Although no codes regulate the design of sandrails, DeVillier stresses safety in all of his cars, adding, “With cars that can exceed 100 mph, you have to have a roll cage around you and guard rail safety to protect you from a massive crash. In our school, we teach safety because we know these guys are going to go put a small block Chevy making 500 horsepower in the vehicle. We know they’re going home and going to do that, so we teach these students to be concerned with chassis integrity. Students are taught to cross brace the frame in every direction. No tube is placed without support.”
With these principles in mind, the students come up with a concept design for their car. They determine the look, the seating room and engine type and placement. They plan where the suspension points will be to ensure they have adequate bracing. Nothing in the frame is prefabricated. The students have to design and build it.
With the design established, the students move to the jig tables to start laying out the floor of the car. At this point they all have the same strong structure, but individual differences are apparent in the different cars: some are wider in points, some narrower. But they all have a strong spine and nose integrity on which to build.
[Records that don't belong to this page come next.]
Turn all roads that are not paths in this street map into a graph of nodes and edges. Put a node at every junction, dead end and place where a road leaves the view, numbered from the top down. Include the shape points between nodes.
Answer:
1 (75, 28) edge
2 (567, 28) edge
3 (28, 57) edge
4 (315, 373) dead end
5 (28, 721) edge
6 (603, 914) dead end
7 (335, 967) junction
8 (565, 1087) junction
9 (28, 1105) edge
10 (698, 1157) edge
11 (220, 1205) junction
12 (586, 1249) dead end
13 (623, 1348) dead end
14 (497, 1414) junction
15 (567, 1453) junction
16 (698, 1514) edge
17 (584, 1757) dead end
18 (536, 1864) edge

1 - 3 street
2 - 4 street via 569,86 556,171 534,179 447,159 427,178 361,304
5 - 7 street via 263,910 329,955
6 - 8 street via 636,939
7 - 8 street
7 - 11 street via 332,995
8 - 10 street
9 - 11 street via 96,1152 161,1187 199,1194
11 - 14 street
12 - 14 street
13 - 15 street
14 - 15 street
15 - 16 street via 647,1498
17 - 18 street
Critiquing one of the students’ cars, DeVillier pointed out the important design elements. “ Everything is extremely strong on this car,” he said. “This tube is supported by a tube in the spine. That tube is supported by another tube. This is a truss that the suspension works on, so that the car isn’t being twisted by the suspension and bottoming out. An impact here is going to be absorbed and managed through the chassis. The last thing you want is to have the chassis move away from you or come in on you and cause damage to your body. So we want this structure to be strong and maintain its integrity during an accident.”
Although many sandrails use 4130 chrome-moly tubing throughout, DeVillier’s student only use that for the suspension, and use a .120-in. wall ASTM 1015 DOM steel for the frame. He notes that chrome-moly is stronger, but it’s not as forgiving for a recreational vehicle. A car making high speed transitions between steep slopes and the bottoms of sand bowls puts a lot of stress on the frame causing it to flex.
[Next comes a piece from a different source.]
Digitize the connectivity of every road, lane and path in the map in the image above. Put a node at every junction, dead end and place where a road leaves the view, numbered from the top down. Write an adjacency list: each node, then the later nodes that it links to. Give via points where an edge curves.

Chrome-moly, while stronger than the DOM tubing, is not as flexible and may break quicker. A sandrail made from .120-in. wall DOM tubing will last up to 20 years if it’s built right, DeVillier said.
The entire car is tack welded together before everything is finally welded into place. DeVillier said a minimal tack weld is best because it allows a person to fix errors without having to knock out tubes or cutting and grinding mistakes away.
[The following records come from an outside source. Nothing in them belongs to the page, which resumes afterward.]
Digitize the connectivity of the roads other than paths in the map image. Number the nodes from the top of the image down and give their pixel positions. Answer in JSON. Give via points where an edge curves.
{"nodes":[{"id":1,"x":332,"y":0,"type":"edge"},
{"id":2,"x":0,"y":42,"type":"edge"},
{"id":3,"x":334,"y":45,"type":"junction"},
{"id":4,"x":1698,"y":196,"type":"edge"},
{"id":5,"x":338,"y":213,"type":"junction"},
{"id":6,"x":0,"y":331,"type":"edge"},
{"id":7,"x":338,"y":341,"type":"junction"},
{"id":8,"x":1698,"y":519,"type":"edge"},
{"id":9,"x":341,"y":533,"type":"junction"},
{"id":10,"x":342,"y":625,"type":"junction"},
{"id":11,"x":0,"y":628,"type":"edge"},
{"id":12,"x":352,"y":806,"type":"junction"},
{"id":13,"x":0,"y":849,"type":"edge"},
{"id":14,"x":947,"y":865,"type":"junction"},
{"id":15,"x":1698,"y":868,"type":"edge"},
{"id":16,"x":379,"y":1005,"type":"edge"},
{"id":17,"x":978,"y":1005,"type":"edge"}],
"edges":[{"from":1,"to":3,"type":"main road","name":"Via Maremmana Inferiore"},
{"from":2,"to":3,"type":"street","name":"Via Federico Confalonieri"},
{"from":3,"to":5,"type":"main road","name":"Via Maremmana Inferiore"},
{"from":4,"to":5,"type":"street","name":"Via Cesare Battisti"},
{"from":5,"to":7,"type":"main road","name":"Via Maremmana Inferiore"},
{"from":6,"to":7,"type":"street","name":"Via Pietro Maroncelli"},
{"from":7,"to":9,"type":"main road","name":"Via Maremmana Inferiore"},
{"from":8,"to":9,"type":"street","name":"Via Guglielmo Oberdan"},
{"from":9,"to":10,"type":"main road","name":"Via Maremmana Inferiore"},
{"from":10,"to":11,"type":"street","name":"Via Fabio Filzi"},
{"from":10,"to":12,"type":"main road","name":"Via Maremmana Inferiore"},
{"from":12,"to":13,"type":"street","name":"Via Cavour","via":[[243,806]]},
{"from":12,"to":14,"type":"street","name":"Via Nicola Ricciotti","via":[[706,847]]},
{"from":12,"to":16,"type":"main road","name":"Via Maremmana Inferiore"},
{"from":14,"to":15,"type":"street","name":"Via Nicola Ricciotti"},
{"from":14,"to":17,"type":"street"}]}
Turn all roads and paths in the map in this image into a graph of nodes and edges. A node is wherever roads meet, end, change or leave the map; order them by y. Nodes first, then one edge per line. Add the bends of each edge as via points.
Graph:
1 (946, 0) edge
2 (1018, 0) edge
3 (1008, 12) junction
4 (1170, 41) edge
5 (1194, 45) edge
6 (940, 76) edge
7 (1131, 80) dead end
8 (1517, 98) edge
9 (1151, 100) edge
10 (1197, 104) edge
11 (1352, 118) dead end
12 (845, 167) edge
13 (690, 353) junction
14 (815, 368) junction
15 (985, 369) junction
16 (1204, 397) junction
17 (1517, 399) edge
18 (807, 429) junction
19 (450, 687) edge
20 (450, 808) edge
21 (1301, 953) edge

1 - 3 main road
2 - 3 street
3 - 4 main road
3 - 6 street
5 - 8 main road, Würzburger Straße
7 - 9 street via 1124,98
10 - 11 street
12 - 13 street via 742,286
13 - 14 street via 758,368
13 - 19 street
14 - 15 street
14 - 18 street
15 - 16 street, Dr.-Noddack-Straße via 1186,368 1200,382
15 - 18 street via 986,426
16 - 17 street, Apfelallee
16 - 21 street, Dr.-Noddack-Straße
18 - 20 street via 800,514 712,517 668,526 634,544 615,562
Once the car is tack welded, it’s wired to the jig table with heavy wire to keep it from shifting during final welding. The welding starts at the center of the car and progresses out and around the car to get it to draw in on itself rather than twist or distort.
When the chassis is done, the students head into the classroom where they discuss suspension theory: how does it work, what happens as the arm goes up and down?
“This spindle is an example. It has to do something when it goes through its travel. If it were to go straight up and down, the tire degree would never change. But as the chassis leans going into a corner and that tire is compressed, you need to have a camber change. So we teach them geometry of that,” DeVillier said.
“Suspension geometry is very important in any off-road vehicle,” he added. “I don’t care what it is. You could build a go-kart and it could be so unsafe because it’s not set up right. TIG welding is necessary in the suspension to ensure weld integrity.”
Once the suspension is designed and built, the students are ready to start fabricating on their own. Some will return to become instructors or to take advanced classes. Some will head to their garages to work on their dream cars.
Their education isn’t complete. They will continue to improve their welding and fabrication skills, but they’ll be beginning with a strong foundation: trained on Miller equipment the Wizard-school way.